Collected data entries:
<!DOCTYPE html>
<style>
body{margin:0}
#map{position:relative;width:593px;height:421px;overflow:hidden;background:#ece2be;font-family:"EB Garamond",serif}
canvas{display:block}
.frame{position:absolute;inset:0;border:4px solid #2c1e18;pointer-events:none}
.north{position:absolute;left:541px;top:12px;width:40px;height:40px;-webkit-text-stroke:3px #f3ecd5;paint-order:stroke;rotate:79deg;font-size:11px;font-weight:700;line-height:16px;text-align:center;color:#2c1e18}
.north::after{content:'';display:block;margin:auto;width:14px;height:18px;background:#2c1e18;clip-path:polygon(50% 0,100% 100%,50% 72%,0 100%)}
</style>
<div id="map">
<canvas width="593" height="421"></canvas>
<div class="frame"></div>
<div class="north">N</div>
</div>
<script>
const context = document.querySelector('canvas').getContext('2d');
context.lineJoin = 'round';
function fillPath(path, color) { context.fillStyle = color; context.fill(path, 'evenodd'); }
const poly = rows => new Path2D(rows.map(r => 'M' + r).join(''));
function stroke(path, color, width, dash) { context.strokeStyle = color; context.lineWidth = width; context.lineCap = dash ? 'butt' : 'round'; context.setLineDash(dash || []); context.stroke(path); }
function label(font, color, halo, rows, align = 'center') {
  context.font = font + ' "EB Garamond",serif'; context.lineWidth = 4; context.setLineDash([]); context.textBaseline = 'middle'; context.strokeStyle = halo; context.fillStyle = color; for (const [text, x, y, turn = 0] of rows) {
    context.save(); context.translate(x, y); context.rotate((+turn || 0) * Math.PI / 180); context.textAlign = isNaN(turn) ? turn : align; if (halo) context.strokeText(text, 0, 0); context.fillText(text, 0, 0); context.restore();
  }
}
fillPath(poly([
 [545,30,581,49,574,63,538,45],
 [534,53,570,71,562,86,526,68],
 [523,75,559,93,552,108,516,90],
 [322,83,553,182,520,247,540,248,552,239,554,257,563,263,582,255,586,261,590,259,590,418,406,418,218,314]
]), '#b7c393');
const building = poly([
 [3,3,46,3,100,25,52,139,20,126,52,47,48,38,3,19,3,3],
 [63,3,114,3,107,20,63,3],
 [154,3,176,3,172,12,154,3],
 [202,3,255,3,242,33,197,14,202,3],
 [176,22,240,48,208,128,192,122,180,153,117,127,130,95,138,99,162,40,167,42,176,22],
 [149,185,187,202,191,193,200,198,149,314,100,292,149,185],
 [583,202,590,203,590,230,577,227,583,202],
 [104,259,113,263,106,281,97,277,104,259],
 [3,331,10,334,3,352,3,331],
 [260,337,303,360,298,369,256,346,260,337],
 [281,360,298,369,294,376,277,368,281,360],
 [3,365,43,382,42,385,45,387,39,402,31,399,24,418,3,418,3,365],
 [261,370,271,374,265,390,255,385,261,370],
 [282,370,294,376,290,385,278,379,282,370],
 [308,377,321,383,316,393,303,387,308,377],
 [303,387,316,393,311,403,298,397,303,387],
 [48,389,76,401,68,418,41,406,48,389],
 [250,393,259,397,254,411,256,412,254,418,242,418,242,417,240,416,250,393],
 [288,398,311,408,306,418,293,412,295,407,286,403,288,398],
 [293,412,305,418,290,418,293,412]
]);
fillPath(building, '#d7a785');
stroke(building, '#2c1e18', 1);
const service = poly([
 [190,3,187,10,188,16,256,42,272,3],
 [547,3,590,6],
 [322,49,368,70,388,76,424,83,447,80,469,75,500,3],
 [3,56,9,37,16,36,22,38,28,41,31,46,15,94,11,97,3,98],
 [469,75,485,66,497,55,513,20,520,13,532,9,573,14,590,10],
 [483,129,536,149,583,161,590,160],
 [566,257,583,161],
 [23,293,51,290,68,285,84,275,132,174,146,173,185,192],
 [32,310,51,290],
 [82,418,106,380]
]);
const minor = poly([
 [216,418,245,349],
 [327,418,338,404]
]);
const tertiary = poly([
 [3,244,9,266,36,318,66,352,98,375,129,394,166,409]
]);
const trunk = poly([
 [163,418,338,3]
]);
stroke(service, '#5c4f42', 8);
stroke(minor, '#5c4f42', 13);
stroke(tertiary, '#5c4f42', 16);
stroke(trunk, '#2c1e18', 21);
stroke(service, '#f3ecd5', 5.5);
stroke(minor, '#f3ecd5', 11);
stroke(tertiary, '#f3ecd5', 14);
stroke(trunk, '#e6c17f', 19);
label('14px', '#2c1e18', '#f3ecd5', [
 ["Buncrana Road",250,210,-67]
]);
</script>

Work instruction
Set down exactly the lines of the data above, beginning with the line that has "context.lineJoin = 'round';" and ending with the line that has "const poly = rows", and no others.

Answer to this task
context.lineJoin = 'round';
function fillPath(path, color) { context.fillStyle = color; context.fill(path, 'evenodd'); }
const poly = rows => new Path2D(rows.map(r => 'M' + r).join(''));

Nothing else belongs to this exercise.